"Você já pensou em vender?"
"Cidade" (1999), Frau Forster |
Quando eu era pequena, costumava desenhar muito bem. Era com frequência que as pessoas me diziam:
- Você já pensou em vender? Trabalhar com isso daria muito dinheiro!
Não sei se esse tipo de discurso vem no nosso mundo utilitarista e no qual tudo deve/pode ser convertido em valor monetário, ou se tem a ver com aquela história de trabalhar com prazer, fazer uma coisa que se gosta.
Bom, eu adorava desenhar (como ainda adoro) e pensar em ganhar dinheiro com isso parecia fazer sentido. Então comecei a fazer desenhos de observação, pois me sugeriram que seria uma boa maneira de praticar. Só que isso não me dava prazer, embora os desenhos ficassem bons. Ficou tudo por isso mesmo e continuei a desenhar o que eu queria, o que gostava.

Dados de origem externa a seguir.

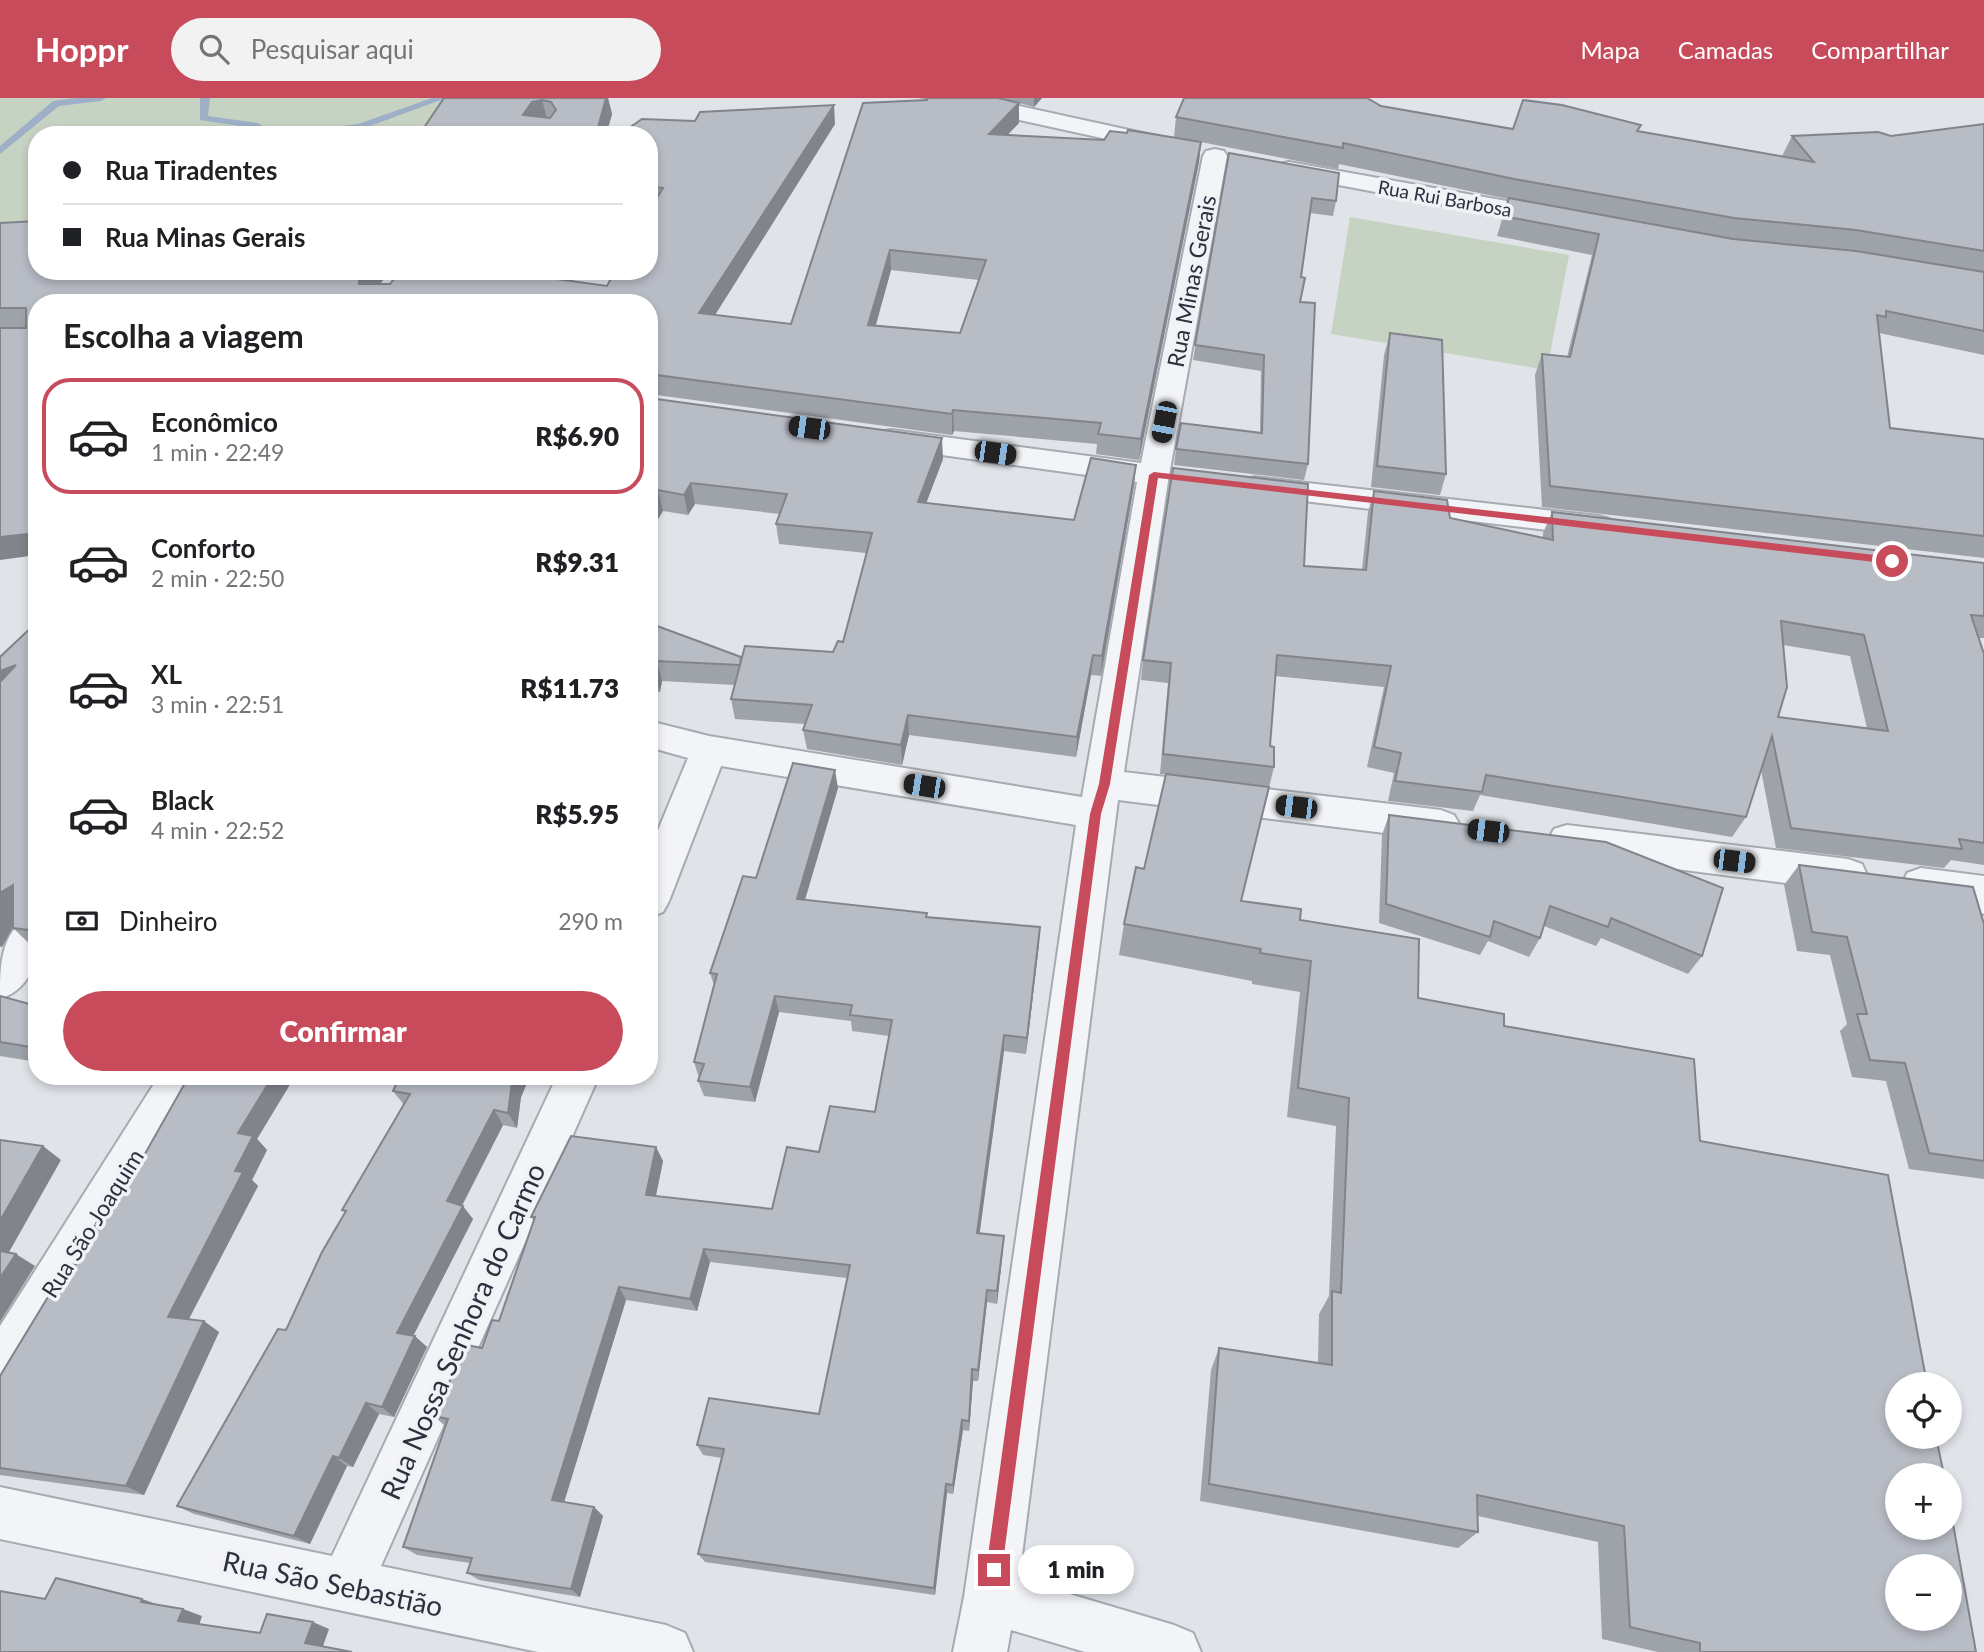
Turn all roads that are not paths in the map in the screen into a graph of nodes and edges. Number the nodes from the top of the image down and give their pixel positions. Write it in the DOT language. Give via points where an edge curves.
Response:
graph roads {
  1 [pos="951,98"];
  2 [pos="1270,166"];
  3 [pos="1587,224"];
  4 [pos="867,436"];
  5 [pos="1168,477"];
  6 [pos="1222,483"];
  7 [pos="1633,530"];
  8 [pos="658,736"];
  9 [pos="709,750"];
  10 [pos="1100,799"];
  11 [pos="1474,829"];
  12 [pos="1529,836"];
  13 [pos="658,878"];
  14 [pos="1982,895"];
  15 [pos="28,942"];
  16 [pos="0,982"];
  17 [pos="177,1085"];
  18 [pos="574,1085"];
  19 [pos="0,1370"];
  20 [pos="0,1513"];
  21 [pos="346,1586"];
  22 [pos="990,1597"];
  23 [pos="666,1652"];
  24 [pos="981,1652"];
  25 [pos="1174,1652"];
  1 -- 5 [label="street, Rua Minas Gerais" via="1206,154"];
  2 -- 3 [label="street, Rua Rui Barbosa"];
  4 -- 5 [label="street"];
  5 -- 10 [label="street, Rua Minas Gerais"];
  6 -- 7 [label="street"];
  8 -- 9 [label="street"];
  9 -- 10 [label="street"];
  9 -- 13 [label="street"];
  10 -- 11 [label="street"];
  10 -- 22 [label="street, Rua Minas Gerais"];
  12 -- 14 [label="street"];
  15 -- 16 [label="street"];
  17 -- 19 [label="street, Rua São Joaquim"];
  18 -- 21 [label="street, Rua Nossa Senhora do Carmo"];
  20 -- 21 [label="street, Rua São Sebastião"];
  21 -- 23 [label="street, Rua São Sebastião"];
  22 -- 24 [label="street, Rua Minas Gerais"];
  22 -- 25 [label="street"];
}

Isso faz mais de dez anos e voltei a pensar nisso há uns dois, quando comentei com uma amiga minha que eu queria muito trabalhar com literatura, por ser algo que adoro, e ela disse:
- Ah eu não gostaria de trabalhar com isso: para mim, isso é só prazer.
Sempre me disseram que eu deveria fazer algo que gostasse: bom, eu adoro o que faço. Entretanto, não é porque faço uma coisa bem ou porque gosto de fazê-la que tenho que necessariamente ganhar dinheiro com ela. E, mesmo pensando assim, hoje me peguei quase dizendo:
- Você já pensou em vender?
Trabalho e dinheiro são apenas partes de nossas vidas: partes importantes, mas, nem de longe, podem abarcar nossas breves existências. Há outras coisas na vida tão ou ainda mais importantes. E entendo a minha amiga que não queria misturar uma coisa que para ela representa exclusivamente prazer com outra que seria o ganha-pão.
E aí, de repente, uma coisa que antes te dava prazer pode acabar virando obrigação, responsabilidade. Nenhum problema com obrigações e responsabilidade: é só que nem toda hora é hora. É uma linha tênue. Por isso, continuo trabalhando com o que gosto, mas fazendo outras coisas que gosto tanto quanto ou ainda mais. Assim tem funcionado.